The problems faced by the teens are not all that atypical—in life or in the world of musical theater. Nick is buckling under the weight of the "perfect child" syndrome, while Frankie, who is the modestly rebellious black adopted daughter of the white Healys, is seeking to figure out where she fits in familially, socially, and sexually (she is involved in an ongoing romantic relationship with a girl and a budding one with a boy). As with most teens, Nick and Frankie are only vaguely aware of their parents' struggles, including their dangerously unraveling marriage. To peel back the layers even further, we later learn that Mary Jane is encumbered by a losing battle against an even deeper pain she is no longer able to deny or suppress.

The problems faced by the Healys would be more than enough to build the show around. But there is more, as we learn about a wild drunken party attended by Nick, Frankie, and some of their friends from school. During the party, one of their classmates, Bella (Kathryn Gallagher), passes out and is raped.


Elizabeth Stanley and Heather Lang
Photo by Matthew Murphy
From the perspective of tying the show's many plot threads together, here's where things get tricky. The sexual assault is the necessary element that connects the dangling strands of the Healys' stories. And while it and the character of Bella are handled respectfully within the plot, her plight is of such significance that it demands to be much more front and center. Yet Bella is mostly kept in the background, more of a symbol than a character. She is even deprived of the key song that should be hers to deliver, the breathtaking "You Oughta Know." Instead, that one goes to Frankie's girlfriend Jo (Lauren Patten), who, if she truly is torn up by Frankie's interest in a male classmate, Phoenix (Antonio Cipriano), we have never been shown anything to suggest the depth of feeling that would earn her the right to perform this. No question but that Ms. Patten sings the bejesus out of the number, but it is a self-contained applaud-drawing concert performance that lies outside of the plot and throws the story off balance.

Much more carefully constructed within the framework of the story is the gradual collapse of Mary Jane, devastatingly captured in the song "Uninvited." That number is accompanied vocally by the company and brilliantly danced by Heather Lang to Sidi Larbi Cherkaoui's often thrilling and, in this case, nightmarish choreography, offering up a stunning reflection of Mary Jane's ultimate meltdown. More than anything (including "You Oughta Know"), this is the emotional high point of the show, where song and movement and lighting and direction meld into a perfect theatrical moment.

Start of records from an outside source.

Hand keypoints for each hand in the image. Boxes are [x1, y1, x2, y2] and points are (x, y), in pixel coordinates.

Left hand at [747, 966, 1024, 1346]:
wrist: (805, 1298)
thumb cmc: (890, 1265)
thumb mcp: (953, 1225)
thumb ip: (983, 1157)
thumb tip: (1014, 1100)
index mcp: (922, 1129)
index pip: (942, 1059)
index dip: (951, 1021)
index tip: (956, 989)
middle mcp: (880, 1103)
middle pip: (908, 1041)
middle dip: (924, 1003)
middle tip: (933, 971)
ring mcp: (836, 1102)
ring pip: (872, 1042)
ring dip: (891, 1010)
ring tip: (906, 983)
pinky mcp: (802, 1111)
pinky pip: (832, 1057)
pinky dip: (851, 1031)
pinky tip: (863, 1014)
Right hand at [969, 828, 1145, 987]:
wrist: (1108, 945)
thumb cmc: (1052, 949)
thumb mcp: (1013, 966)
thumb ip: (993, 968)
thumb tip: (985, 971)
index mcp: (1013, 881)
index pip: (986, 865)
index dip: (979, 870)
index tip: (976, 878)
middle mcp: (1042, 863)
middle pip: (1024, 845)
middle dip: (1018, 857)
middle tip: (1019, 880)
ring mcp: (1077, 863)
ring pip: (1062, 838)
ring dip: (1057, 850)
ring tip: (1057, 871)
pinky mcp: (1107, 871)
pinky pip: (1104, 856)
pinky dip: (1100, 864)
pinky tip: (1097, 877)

All told, Jagged Little Pill explores territory that is more realistic and psychologically complex than you'd typically encounter in a musical of this sort. The first act, in particular, mostly sticks to its portrait of its troubled characters without resorting to entering the gothic land of a Carrie or the dark comedy territory of a Heathers. The show overall is stronger for this. Its "too-muchness" is a matter of too many plot strands rather than over-the-top situations, and, for whatever flaws it encompasses, it is far better than almost any other jukebox musical I can think of.